New Media Strategies
A couple days ago, I wrote about Relevant Noise, who turn out to be a corporate intelligence and “brand protection” service much like Cyveillance, and whose unwelcomeness here got them blocked.
Today, I checked the logfiles, and noticed a reader had visited that page after querying a certain search engine for “cyveillance”. Huh. Interesting. Running Firefox under Windows XP, I figured they were probably a webmaster of some site somewhere, looking (as I occasionally do) for newly-discovered Cyveillance netblocks to block traffic from.

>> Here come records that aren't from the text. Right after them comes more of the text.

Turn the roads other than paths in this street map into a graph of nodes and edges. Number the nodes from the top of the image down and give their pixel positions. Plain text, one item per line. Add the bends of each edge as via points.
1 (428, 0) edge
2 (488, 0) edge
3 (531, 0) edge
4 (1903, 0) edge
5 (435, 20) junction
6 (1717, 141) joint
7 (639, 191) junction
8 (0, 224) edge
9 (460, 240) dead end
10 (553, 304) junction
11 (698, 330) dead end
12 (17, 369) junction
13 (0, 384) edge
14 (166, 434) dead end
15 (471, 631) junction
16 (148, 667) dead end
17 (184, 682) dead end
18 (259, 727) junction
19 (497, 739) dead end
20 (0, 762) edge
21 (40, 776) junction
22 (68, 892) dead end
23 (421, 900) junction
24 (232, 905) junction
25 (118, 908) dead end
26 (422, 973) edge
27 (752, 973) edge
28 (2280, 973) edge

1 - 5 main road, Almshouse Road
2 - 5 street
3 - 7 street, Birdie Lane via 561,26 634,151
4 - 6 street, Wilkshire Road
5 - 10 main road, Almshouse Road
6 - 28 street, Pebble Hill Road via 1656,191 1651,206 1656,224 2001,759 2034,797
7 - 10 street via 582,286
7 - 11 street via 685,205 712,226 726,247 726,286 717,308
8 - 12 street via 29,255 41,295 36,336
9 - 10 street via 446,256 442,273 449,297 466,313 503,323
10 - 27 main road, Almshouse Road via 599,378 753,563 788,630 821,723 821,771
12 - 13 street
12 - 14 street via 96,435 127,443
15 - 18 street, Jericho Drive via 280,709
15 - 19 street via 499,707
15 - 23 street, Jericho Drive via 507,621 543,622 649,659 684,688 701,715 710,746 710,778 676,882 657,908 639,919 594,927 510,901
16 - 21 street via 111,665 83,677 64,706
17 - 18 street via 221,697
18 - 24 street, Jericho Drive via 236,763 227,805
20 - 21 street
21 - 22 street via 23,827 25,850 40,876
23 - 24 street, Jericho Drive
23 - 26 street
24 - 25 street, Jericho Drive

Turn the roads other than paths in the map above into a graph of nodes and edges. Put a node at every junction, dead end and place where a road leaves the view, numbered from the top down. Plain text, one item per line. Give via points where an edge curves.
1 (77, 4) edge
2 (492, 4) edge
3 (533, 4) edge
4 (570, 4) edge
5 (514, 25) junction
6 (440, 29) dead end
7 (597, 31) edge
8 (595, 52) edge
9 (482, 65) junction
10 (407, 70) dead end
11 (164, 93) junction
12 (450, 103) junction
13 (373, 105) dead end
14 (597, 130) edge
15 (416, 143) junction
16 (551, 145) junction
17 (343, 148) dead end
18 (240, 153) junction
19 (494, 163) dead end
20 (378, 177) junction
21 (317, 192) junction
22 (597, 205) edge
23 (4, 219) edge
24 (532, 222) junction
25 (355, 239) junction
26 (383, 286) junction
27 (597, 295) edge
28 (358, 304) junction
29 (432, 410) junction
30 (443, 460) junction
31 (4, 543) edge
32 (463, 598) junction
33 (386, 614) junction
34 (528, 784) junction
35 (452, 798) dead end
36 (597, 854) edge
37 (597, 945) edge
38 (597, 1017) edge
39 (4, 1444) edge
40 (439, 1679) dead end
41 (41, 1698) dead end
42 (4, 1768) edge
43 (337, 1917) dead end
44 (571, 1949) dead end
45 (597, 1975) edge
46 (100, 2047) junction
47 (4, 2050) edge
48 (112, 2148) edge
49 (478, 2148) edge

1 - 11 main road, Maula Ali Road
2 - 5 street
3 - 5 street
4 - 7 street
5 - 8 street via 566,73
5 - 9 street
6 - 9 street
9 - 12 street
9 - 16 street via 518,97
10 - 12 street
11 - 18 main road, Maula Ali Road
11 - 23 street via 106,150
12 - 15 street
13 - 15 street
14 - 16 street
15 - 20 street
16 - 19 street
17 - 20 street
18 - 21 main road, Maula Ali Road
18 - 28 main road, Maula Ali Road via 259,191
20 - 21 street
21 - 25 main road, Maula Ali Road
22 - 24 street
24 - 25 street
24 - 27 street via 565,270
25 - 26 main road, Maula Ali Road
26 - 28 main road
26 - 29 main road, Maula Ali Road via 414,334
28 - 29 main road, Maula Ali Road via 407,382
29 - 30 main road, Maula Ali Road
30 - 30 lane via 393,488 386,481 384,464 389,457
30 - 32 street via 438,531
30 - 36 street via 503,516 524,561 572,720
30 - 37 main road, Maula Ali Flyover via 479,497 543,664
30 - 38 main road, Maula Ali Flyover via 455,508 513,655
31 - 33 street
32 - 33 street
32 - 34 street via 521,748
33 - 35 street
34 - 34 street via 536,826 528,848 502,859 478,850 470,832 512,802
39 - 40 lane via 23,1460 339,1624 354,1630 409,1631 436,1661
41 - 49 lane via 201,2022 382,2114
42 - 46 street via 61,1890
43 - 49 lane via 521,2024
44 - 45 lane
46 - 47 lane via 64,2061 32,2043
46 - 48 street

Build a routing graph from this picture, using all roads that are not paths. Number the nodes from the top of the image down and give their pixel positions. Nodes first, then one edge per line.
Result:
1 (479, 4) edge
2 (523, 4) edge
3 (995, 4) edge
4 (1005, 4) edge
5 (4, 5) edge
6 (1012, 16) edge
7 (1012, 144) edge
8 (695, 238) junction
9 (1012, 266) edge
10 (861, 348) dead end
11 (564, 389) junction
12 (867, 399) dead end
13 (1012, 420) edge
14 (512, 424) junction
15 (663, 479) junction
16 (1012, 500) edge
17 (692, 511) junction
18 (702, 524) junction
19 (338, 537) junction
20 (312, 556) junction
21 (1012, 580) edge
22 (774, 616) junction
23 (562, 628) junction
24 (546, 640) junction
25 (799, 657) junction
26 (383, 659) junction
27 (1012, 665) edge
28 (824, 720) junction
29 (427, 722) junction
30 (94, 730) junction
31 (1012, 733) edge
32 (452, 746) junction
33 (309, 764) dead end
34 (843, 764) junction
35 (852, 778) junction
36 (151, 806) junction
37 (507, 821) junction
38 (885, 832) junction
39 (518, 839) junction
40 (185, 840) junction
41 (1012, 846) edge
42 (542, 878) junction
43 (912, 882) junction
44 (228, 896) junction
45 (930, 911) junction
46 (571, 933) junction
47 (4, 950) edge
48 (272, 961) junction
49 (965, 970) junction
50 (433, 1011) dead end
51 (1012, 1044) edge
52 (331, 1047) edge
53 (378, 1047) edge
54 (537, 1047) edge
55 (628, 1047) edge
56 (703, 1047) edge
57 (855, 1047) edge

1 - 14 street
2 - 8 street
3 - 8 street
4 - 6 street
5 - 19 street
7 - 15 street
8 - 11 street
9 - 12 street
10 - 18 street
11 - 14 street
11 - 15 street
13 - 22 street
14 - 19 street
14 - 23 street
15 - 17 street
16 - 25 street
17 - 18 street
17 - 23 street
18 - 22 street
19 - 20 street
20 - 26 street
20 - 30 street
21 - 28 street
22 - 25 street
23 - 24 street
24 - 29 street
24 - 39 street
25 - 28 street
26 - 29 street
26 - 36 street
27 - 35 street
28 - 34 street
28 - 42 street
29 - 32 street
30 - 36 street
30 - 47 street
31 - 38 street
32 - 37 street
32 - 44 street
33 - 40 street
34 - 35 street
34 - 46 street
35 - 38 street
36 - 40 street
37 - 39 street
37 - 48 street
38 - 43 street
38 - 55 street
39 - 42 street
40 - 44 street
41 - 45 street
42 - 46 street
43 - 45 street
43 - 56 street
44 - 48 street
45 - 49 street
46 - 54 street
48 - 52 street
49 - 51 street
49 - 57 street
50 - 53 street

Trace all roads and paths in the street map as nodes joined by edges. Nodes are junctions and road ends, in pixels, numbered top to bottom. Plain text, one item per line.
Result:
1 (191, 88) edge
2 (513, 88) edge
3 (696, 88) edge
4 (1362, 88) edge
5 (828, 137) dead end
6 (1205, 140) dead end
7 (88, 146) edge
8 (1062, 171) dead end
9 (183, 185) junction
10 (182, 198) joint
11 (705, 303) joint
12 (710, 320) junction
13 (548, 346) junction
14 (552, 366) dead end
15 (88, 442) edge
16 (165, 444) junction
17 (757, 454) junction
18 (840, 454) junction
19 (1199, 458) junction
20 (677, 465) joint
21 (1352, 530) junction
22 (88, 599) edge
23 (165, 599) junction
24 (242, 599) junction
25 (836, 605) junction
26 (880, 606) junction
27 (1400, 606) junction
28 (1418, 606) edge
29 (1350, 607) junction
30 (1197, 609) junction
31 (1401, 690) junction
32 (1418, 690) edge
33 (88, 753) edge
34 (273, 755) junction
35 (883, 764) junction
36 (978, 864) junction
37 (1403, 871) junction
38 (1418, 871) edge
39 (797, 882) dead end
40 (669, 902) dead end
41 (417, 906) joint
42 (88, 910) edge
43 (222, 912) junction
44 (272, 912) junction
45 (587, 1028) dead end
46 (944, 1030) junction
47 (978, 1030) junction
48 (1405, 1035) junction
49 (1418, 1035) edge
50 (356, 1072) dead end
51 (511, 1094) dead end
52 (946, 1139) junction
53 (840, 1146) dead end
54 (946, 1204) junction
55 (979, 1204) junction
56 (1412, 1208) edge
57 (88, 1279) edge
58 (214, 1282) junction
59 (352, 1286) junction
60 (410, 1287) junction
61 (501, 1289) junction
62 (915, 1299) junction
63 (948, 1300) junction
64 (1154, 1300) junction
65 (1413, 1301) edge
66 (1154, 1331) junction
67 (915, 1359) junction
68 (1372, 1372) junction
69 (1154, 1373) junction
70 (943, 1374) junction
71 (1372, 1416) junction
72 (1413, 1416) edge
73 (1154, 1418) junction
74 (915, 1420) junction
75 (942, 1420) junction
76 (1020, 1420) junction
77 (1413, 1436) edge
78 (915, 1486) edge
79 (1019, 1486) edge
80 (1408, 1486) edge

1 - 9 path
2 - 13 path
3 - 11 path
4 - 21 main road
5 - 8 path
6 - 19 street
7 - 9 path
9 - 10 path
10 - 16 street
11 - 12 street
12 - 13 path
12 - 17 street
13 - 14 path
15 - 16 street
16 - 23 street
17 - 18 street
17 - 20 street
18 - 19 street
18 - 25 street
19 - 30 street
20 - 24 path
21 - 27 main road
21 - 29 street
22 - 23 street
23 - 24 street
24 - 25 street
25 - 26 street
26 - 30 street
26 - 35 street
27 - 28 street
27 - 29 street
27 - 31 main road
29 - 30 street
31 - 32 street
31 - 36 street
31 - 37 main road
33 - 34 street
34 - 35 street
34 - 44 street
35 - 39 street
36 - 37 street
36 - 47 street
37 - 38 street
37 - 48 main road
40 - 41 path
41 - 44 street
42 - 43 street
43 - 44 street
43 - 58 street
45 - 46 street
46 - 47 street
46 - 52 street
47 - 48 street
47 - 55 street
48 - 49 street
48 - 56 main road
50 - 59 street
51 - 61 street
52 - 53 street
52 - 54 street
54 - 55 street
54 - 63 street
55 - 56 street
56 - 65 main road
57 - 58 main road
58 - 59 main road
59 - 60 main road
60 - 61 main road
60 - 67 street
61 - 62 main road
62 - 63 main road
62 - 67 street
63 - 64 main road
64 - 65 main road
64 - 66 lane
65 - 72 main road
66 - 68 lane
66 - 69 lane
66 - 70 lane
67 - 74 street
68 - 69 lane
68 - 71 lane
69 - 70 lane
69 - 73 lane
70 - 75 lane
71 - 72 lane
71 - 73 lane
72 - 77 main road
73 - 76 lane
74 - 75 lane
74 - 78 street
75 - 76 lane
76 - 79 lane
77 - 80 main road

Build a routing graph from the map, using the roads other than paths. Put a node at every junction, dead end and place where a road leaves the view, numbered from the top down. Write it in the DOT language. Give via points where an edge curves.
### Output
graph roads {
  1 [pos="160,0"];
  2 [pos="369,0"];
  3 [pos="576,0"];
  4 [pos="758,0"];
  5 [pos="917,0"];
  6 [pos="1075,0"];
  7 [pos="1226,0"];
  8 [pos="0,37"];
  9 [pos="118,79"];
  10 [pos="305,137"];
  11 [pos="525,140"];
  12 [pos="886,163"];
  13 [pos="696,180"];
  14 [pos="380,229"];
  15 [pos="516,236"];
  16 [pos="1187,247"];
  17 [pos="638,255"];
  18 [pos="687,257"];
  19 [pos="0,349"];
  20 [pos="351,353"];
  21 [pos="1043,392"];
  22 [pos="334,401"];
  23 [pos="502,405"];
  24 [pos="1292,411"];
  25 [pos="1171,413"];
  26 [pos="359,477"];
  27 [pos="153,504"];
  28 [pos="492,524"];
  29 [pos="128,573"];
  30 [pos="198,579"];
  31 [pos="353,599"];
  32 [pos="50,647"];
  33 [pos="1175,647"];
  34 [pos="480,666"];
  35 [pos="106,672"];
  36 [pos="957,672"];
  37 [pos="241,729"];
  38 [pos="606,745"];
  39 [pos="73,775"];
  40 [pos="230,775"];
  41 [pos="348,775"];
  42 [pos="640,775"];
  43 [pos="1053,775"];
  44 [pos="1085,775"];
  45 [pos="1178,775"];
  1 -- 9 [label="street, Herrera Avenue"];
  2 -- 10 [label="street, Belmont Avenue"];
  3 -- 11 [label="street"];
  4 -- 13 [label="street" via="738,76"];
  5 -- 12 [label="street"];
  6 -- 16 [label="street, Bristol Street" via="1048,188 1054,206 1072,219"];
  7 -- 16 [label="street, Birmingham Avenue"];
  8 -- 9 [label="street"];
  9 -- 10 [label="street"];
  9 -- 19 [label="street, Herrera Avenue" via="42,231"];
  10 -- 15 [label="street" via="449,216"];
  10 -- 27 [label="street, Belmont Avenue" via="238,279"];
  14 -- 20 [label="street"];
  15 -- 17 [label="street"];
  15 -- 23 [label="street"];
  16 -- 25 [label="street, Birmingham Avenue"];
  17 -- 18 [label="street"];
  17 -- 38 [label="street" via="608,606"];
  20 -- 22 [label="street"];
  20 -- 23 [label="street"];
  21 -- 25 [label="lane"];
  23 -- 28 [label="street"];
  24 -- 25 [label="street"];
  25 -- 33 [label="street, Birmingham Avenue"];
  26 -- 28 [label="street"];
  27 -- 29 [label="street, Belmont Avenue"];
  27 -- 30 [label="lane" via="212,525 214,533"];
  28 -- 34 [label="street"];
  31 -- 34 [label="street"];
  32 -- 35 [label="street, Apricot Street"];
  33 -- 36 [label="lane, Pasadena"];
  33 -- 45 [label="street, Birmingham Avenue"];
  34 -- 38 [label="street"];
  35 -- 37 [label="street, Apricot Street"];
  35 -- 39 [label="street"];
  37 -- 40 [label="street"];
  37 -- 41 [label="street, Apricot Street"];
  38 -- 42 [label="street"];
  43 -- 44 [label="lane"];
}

The IP address was 64.240.189.65; the reverse DNS is seriously broken, so right now the Gods only know if there’s a hostname associated with that IP. What we mere mortals can tell, though, is it’s probably a router or firewall, being right at the beginning of it’s netblock (64.240.189.64 - 64.240.189.127).
That netblock, if you go look, belongs to a quite large company called “New Media Strategies”. (I believe it should be read as New “Media Strategies”, and not “New Media” strategies, but it could be the other way around.) Their website is heavy on congratulatory self-promotion and largely devoid of actual meaningful content, but a little digging makes it clear that they, too, are players in the “brand protection” game. In fact, they also dabble in “brand promotion”, i.e. marketing.
Diversification is good, but the combination of “Online Intelligence, Brand Promotion, and Brand Protection” should raise a few red flags, for fairly obvious reasons. Commercial online intelligence-mining in and of itself is not something I’m terribly fond of, but when combined with brand protection and promotion, it’s enough to get the netblock… blocked.
It’s interesting someone there was searching for posts about Cyveillance; opposition research, perhaps?